Page 19 of The Silent


  “So you’ll let my house take them,” Alyah said. “I’m not asking you to shelter them, but those children are vulnerable. Those women are victims. If Arindam wants to take on the scribes and singers of Bangkok, then let him. Our watcher wields a black blade of heaven. We are not afraid of the Fallen.”

  Leo raised an eyebrow. “You speak for your house on this matter?”

  “My house understands duty.”

  Niran nodded. “Very well. Call your brothers and sisters then. Tell them to follow us north. We will free those under Arindam’s control and put them under the protection of the Irin house before we go after our sister. You can do with them what you will.”

  Sura spoke sharply to Niran, but Niran only raised a hand. “I’m not going to argue, brother. If the Irin want the responsibility, they can take it. I have no love for Arindam’s sons. They had a chance to gain their freedom, and they chose safety instead.”

  Leo said, “So we have a plan then? We’ll follow Kyra’s direction to the first compound and take out the Grigori there, free the women and children before we move to the next compound?”

  Sura nodded. “I know where he’s likely to take her next, especially if they were afraid of her. There is another compound, even more isolated than the first. With Kyra’s range, she should be able to listen for it once we get past the first.”

  They didn’t wait for Kyra to wake. With the prospect of a Grigori skirmish on the horizon, none of them wanted to sit idle. Leo packed up their things and loaded them into the van before he put Kyra in the back seat. They rode north over the border with little trouble. The guards were too excited about the prospect of meeting famous fighters from the US and Hong Kong to give them much scrutiny. Leo took a number of pictures with them before they drove deeper into the mysterious countryside of Myanmar.

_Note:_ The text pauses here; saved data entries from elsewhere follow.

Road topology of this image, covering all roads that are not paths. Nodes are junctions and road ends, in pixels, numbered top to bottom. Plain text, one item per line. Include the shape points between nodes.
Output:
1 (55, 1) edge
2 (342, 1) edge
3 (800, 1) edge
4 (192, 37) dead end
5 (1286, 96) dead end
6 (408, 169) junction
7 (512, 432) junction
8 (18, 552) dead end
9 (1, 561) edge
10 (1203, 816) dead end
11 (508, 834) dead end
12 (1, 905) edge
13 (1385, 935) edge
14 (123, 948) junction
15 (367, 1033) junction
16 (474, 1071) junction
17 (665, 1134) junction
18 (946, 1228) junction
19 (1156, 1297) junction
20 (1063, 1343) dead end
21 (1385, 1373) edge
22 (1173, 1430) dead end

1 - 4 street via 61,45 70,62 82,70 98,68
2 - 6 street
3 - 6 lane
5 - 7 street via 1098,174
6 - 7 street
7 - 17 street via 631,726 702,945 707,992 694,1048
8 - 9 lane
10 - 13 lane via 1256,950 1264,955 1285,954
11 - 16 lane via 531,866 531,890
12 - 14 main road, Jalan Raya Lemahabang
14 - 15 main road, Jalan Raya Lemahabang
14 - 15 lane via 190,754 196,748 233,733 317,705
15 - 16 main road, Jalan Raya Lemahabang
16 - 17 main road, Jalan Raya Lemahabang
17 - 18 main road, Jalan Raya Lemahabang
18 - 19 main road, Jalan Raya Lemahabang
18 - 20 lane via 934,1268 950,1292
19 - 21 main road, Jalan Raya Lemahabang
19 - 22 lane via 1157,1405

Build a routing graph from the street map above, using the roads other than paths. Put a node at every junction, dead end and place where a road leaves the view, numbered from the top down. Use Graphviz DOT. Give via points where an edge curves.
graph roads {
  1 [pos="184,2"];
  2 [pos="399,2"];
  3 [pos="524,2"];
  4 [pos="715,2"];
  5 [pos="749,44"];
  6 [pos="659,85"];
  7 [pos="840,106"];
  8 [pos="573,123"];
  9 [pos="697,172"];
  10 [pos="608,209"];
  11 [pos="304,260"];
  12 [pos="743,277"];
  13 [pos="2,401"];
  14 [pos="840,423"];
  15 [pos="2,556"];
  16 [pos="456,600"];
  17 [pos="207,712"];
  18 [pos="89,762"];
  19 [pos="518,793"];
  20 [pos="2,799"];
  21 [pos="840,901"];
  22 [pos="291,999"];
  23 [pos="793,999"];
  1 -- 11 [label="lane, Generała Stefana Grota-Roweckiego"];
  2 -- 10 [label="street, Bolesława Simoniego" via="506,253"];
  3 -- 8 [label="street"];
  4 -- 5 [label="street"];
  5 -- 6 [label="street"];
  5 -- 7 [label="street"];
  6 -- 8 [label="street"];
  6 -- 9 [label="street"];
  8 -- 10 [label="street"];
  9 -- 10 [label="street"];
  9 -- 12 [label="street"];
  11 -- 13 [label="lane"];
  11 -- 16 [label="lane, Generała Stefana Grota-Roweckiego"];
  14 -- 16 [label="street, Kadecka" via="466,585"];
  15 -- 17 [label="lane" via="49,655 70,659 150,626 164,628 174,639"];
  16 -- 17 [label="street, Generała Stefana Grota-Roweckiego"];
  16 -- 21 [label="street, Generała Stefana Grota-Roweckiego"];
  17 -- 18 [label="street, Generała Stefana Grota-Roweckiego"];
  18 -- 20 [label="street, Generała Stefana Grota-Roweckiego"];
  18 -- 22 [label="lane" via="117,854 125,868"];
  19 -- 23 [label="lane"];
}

  They rode for hours, winding their way through river valleys and over mountains to a country inn where Sura was greeted by familiar hosts. Kyra was just waking as the van stopped, and Leo, Niran, and Alyah jumped out to unload their luggage.

  Leo saw her blinking in the back seat.

  “We’re over the border?” she asked.

  He nodded.

  Kyra took a deep breath, closed her eyes. “We’re close.”

  “Sura knew where he was going.”

  “Are they going after the women and children?” she asked in Greek, knowing they could speak anonymously in her native language.

  Leo nodded.

  Kyra frowned. “Are Niran and Sura—”

  “Alyah has called the Bangkok house. The Irin are going to take responsibility for them.”

  “It’s a risk. We don’t know where their minds are. Their father is still living.”

  “Niran and I explained the danger, but Alyah wouldn’t change her mind. Ginny is already on her way north with a few scribes.”

  “Singers would be better. The women would be more likely to trust other women. Unknown males will intimidate them.”

  “There’s not enough,” Leo said. “Ginny and Alyah will have to do.”

  She held out her hand, and Leo helped her from the van.

  “What can I do?”

  “How are you feeling?”

  “Fine,” she said, the corner of her mouth turning up. “I wasn’t expecting company.”

  “Malachi can do that with Ava,” he said. “See what she sees when she’s having a vision.”

  Kyra said, “Did you think it would happen with us?”

  He shook his head. “I wasn’t even thinking of it, to be honest. I just remember feeling concerned because you were somewhere I couldn’t protect you. Then I put my hands against yours and… boom.”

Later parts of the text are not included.